If I could wish you Happy Fathers Day...

I wasn't until after I left home that I was able to really see just how full of love my Dad was.  Seeing him hold my sons for the first times.  Listening to him tell them about how he used to hold me the very same way.  Watching them climb up into his lap and lay there with him just as I remember doing as a little girl.

Not a day goes by that I don't miss him.  We used to talk for hours about cooking and the boys.  "Because they are boys" was always his answer for all my parenting whys!  Now when that stuffed Luigi ends up in the toilet for the second time, I close my eyes and ask "WHY"!!  And I remember his voice telling me why.  Just like that I can smile about it.

Its our first Fathers Day with out him.  Our conversation last year was very different from our usual.  He apologized for the past.  He was sick and sober and the guilt had washed over him. All the things that had happened in the past, were just that to me.
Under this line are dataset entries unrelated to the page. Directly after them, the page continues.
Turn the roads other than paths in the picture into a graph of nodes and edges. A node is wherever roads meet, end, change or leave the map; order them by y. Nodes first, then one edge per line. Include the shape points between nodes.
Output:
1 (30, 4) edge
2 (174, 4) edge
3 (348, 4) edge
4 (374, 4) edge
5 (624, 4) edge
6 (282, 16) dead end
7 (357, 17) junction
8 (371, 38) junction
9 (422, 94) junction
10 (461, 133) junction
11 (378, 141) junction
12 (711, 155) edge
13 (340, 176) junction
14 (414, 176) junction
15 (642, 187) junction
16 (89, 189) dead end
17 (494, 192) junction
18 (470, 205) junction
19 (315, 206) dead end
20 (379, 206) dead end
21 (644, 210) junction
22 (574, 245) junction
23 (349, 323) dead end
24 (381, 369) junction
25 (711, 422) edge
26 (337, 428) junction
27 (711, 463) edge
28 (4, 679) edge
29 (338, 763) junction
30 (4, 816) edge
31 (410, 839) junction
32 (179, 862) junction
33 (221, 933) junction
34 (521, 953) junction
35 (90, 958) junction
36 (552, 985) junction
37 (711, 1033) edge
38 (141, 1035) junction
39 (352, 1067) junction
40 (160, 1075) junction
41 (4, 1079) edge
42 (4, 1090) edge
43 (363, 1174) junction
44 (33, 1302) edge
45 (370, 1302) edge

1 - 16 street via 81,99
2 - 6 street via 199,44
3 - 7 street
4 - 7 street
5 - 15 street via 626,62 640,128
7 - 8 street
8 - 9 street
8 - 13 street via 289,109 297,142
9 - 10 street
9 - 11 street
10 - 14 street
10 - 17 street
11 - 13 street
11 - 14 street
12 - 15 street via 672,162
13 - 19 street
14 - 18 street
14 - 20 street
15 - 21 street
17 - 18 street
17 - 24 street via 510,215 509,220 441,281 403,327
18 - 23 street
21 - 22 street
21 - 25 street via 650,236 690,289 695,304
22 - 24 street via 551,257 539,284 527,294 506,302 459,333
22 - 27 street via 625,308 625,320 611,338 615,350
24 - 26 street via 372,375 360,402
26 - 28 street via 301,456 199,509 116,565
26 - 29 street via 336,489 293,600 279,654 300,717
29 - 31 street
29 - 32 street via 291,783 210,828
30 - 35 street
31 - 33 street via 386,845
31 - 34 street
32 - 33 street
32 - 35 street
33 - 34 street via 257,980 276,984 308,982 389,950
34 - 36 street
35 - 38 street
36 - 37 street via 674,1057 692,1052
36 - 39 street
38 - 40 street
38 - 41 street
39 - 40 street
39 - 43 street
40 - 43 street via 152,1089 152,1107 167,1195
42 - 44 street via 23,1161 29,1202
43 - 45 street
The past.  I hope I was able to help him realize that I had forgiven him for any wrongs years before.  I hope he felt it in my voice when I told him that I loved him and that I would always love him regardless of what had happened before.  I told  him that I understood now why things were the way they were and why he was the way he was.  There were no hard feelings.  I remember just telling him that he need to keep on fighting because there was still so much we needed to do.  But after a little over a month, he was just to tired to keep on going.

Now almost a year later, and I can still hear his voice.  I still wake up in the middle of the night hearing him cough or arguing with the TV.  Sometimes when David hugs me I swear my Dad steps in because the hug gets just a little bit tighter.  The little things that pop into my head while I am cooking.  I love when I am watching the boys play and I am overwhelmed with my love for them.  And I think, Dad loved me just like this.  Its an every day reminder to love them deeper and let them know it.

Happy Fathers Day to a man who loved his kids more than we will every fully understand.  To a Father that worked very hard to provide for us even when we didn't appreciate it.  To a Father who loved being a Grandpa and made it known to the whole world just how proud he was of all of us.  I wish you were given the respect you deserved.  I took you for granted and now I would give anything to have you back.  Just to tell you one more time that I love you, unconditionally and that I always will.  I miss our summer adventures.  Our middle of the night conversations and the random recipe emails you used to send.  I miss the HEB cards you would send the boys.  I miss the messages on the answering machine and the way you signed your name at the end of your letters.  I miss your support and words that fixed everything.  I miss you Dad, every day!  Happy Fathers Day!

Dad and I were always the ones behind the camera, I only have a few pictures of me and him from the last few years and that is one of my greatest regrets.  The memories are there though.  I am glad to have many of him with my boys though.  They will need them to look back on when they remember and hear about just how much he loved them!